Problem: when I run make on this makefile I get an error saying:
Makefile.fake:10: *** multiple target patterns. Stop.
(where line 10 is the line with the foreach).
Now, I know what that error normally indicates. Let’s see what that line expands to by using the info function to send the expansion to standard out. I change line 10 to be:
$(info $(foreach i,1 2 3,$(call BOZO,$(i))))
and I run:
$ make -n
a1: b c
touch a1
a2: b c
touch a2
a3: b c
touch a3
make: *** No targets.

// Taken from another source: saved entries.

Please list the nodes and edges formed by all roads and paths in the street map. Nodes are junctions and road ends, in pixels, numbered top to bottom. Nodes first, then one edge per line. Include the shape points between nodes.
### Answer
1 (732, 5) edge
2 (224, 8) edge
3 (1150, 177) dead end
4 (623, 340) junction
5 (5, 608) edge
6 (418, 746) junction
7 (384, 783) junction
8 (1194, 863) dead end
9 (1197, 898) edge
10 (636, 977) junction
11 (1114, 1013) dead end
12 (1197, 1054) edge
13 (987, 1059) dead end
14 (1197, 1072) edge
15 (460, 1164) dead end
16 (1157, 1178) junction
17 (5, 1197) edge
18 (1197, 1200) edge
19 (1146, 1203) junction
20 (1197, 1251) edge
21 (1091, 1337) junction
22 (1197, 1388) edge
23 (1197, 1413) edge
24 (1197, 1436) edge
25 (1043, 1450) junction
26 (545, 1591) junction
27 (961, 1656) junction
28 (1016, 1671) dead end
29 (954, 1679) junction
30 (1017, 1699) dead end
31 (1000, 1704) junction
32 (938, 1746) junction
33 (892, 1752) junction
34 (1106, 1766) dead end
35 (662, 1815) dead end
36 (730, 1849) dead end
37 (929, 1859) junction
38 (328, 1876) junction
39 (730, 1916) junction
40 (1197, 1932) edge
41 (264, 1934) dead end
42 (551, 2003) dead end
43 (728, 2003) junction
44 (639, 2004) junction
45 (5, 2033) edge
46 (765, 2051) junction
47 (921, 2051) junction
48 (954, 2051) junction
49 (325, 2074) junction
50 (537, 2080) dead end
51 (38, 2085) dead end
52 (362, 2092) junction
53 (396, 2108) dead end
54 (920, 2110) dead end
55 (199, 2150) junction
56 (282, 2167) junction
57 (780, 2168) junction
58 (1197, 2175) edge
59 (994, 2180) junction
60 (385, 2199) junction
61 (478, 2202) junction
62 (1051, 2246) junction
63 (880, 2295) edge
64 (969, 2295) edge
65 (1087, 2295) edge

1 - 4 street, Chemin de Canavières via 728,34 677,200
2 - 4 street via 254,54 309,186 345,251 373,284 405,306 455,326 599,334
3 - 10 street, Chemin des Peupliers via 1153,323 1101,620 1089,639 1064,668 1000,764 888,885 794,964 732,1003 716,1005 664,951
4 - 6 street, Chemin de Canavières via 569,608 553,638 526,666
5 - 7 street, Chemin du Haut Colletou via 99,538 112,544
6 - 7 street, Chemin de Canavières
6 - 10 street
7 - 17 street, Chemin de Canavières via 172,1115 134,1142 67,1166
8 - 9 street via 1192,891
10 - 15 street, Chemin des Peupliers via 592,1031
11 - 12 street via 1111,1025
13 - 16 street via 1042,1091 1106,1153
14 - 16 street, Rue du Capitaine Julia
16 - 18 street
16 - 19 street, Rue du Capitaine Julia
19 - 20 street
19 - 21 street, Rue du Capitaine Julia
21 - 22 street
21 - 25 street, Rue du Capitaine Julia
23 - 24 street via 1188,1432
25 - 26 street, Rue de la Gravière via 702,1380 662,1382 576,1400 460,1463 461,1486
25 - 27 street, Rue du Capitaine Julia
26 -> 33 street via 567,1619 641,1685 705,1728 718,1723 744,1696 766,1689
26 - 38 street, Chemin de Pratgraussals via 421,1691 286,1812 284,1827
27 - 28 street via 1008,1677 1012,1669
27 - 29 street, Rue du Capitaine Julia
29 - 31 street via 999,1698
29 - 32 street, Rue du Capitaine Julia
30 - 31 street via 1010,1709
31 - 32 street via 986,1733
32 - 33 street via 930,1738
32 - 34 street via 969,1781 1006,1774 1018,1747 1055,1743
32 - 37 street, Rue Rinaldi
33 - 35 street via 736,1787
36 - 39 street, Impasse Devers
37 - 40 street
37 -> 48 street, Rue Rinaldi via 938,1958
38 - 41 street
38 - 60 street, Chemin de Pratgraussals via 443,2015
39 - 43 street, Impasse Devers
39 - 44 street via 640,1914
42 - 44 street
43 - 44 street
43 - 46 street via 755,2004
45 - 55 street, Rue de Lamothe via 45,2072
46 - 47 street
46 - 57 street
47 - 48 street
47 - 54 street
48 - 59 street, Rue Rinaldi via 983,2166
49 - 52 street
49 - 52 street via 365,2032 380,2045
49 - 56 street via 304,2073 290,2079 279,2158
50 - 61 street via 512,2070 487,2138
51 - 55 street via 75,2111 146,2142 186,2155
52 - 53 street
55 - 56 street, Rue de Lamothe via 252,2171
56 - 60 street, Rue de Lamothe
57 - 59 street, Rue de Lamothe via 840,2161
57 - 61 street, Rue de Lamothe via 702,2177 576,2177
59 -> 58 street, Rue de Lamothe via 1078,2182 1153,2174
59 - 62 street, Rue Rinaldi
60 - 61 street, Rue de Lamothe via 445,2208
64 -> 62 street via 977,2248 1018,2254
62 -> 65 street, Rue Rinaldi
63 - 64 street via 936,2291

Stop.
Note that the “no targets” message is expected, since the $(info …) function evaluates to empty but causes make to print the generated rules.
Let’s run those rules then shall we?
$make -n > out.txt
make: *** No targets. Stop.
$make -f out.txt a1 a2 a3
touch a1
touch a2
touch a3
$
AAARGH! The rules work fine. So… is the bug in make, or in my understanding?
One final clue that might help diagnose: if I change the foreach line to:
$(foreach i,1,$(call BOZO,$(i)))
(so that foreach has only one iteration)
and then do
$make a1
I get a different error:
make: *** No rule to make target `a1'. Stop.
I don’t know of any way to “see” the expansion of $(foreach ) that make sees except for $(info ), and its output is legal, so I’m quite stumped.
The eval function tells Make to parse the structures as makefile syntax, to “enact” them. I’m not sure why Make objected to the un-eval’d rules this particular way, but that’s kind of academic.